Twelve

The following morning there’s a strange cloud in the sky, shaped like a child’s bonnet with a frilly rim. Having pulled through my death and resurrection, I’m back on track again, and when I gently press the stitches, the pain is almost completely gone. It automatically makes me look at things differently at the beginning of a new day.

— All it needs is sleep and time, Mom would have said.

I can’t say I feel any longing to go home, that there’s anything pulling me there. Perhaps it’s unusual for a twenty-two-year-old man to be feeling so ecstatic about being alive, but after the misfortunes of the past few days I feel there’s cause for celebration. There’s no such thing as an ordinary day so long as one is still alive, so long as one’s days aren’t counted. The plants seem to be doing well on the windowsill; some tiny, white, almost invisible root threads are beginning to form. I decide to get dressed and to go out and buy some food.

The moment I get back in with some bread and salami sausage, the phone rings. It’s Dad. He asks me how I am and if I’ve had any breakfast yet. Then he asks me about Thórgun again and the weather. I tell him about the strange cloud formation, and he tells me they’re still being blasted by the harsh northern wind and the grass is withered. Then he says:

— Guess what, your graduation photograph fell off my bedside table and the glass broke.

— There never was any graduation photograph of me.

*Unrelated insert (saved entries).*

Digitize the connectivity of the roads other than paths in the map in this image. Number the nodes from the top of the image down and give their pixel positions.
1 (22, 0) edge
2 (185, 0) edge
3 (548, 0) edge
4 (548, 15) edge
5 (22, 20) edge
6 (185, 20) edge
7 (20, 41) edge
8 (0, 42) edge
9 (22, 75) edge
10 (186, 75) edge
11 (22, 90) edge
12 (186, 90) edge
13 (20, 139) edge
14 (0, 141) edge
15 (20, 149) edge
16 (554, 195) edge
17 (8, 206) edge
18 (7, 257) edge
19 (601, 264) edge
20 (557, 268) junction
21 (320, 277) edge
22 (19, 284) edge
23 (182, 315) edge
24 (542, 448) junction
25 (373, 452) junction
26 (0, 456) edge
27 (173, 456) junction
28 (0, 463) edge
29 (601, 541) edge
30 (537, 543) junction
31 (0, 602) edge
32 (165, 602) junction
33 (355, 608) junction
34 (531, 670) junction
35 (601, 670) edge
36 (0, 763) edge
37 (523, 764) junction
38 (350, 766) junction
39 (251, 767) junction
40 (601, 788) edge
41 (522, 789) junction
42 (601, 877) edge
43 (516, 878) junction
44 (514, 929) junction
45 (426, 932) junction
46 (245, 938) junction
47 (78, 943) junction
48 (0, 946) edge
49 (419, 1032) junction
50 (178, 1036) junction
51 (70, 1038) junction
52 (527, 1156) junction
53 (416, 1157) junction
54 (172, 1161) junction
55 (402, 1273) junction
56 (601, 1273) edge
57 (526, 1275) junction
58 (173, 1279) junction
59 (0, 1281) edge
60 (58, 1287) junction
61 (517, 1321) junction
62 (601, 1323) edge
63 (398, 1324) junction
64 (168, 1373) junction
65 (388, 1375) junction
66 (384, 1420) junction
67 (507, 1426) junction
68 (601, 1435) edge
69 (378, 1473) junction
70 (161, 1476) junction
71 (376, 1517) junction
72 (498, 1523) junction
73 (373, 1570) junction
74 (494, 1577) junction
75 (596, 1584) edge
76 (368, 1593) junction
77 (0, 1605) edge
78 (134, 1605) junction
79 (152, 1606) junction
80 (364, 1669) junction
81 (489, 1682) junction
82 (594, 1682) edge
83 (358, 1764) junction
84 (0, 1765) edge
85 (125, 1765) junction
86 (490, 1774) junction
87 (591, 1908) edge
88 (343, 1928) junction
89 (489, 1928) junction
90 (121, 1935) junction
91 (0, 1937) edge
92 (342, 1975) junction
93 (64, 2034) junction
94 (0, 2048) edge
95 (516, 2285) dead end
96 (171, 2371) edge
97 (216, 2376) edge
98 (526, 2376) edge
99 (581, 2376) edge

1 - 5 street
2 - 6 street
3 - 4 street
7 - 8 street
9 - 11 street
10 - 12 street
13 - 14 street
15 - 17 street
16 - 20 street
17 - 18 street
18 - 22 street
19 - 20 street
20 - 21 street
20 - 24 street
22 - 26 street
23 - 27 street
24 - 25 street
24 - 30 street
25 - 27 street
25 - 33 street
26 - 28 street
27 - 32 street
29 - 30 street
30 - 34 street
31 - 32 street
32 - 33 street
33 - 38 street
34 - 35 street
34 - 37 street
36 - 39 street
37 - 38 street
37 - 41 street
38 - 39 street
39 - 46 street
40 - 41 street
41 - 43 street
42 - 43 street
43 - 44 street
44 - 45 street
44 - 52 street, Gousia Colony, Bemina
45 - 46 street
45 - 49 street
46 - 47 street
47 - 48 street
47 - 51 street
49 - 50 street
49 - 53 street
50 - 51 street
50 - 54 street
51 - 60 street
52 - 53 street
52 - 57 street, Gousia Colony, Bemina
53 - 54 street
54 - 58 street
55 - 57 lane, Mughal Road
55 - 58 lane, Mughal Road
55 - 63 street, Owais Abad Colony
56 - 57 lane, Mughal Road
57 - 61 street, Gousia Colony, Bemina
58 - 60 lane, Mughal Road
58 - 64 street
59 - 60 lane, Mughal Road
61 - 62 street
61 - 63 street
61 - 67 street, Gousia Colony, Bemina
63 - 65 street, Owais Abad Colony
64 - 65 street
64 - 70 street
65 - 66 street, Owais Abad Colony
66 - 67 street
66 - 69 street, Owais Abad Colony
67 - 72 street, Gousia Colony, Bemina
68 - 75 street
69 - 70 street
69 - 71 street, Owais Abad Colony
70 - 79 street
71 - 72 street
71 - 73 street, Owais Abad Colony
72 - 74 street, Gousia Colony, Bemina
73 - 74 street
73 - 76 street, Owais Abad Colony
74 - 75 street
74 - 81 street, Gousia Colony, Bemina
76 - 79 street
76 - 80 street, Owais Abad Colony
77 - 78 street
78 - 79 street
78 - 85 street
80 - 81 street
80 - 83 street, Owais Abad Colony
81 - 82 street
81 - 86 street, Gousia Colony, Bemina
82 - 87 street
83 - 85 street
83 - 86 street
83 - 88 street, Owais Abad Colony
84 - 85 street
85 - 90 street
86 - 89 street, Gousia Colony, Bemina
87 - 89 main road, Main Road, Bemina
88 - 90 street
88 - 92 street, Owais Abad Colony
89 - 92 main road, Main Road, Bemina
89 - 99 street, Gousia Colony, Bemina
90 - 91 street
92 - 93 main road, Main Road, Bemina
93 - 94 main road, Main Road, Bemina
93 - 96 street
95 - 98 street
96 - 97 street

I didn’t have a graduation cap when I graduated. But Mom took a photograph of me in the garden that day. Mom was smart. Then she took a picture of Jósef and me together. He held my hand, as usual; I was a head taller. In the end Jósef took a picture of Mom and me, by the fire lily bed, in which we are both laughing.

I don’t know whether he’s losing his hearing or whether Dad just chooses to ignore some of the things I say to him.

— I was adjusting it when it fell on the floor. Thröstur at the frame shop is putting it in a new frame, slightly bigger than the one it was in. He agreed with me that it could take a bigger mounting, the white passe-partout will compensate for the absence of the cap.

I no longer have the energy to talk to Dad.

— I chose a mahogany frame.

— Well, I’ll have a better chat with you later, Dad.

— Are you happy with mahogany, son?

— Yeah, perfectly happy.

I’m on vacation until my stitches are removed, so I can just lie in bed and read. I read all day. In the evening I dig my gardening book out of my backpack and quickly browse through the first chapter on lawns, the main concern of any gardener, then indoor plants, before I pause on the chapter on trimming trees. From there I move on to an interesting chapter about grafting, which has been difficult to find information on.

In fact, I don’t know what awaits me in the garden; there was nothing specific about the job itself in the letter. Although I’d rather devote myself entirely to the roses, I’d also be willing to trim bushes and cut the grass, as long as I get a chance to plant my rose cuttings in the soil. I did find it a bit odd, however, that the monastery I wrote to should ask me about my shoe size.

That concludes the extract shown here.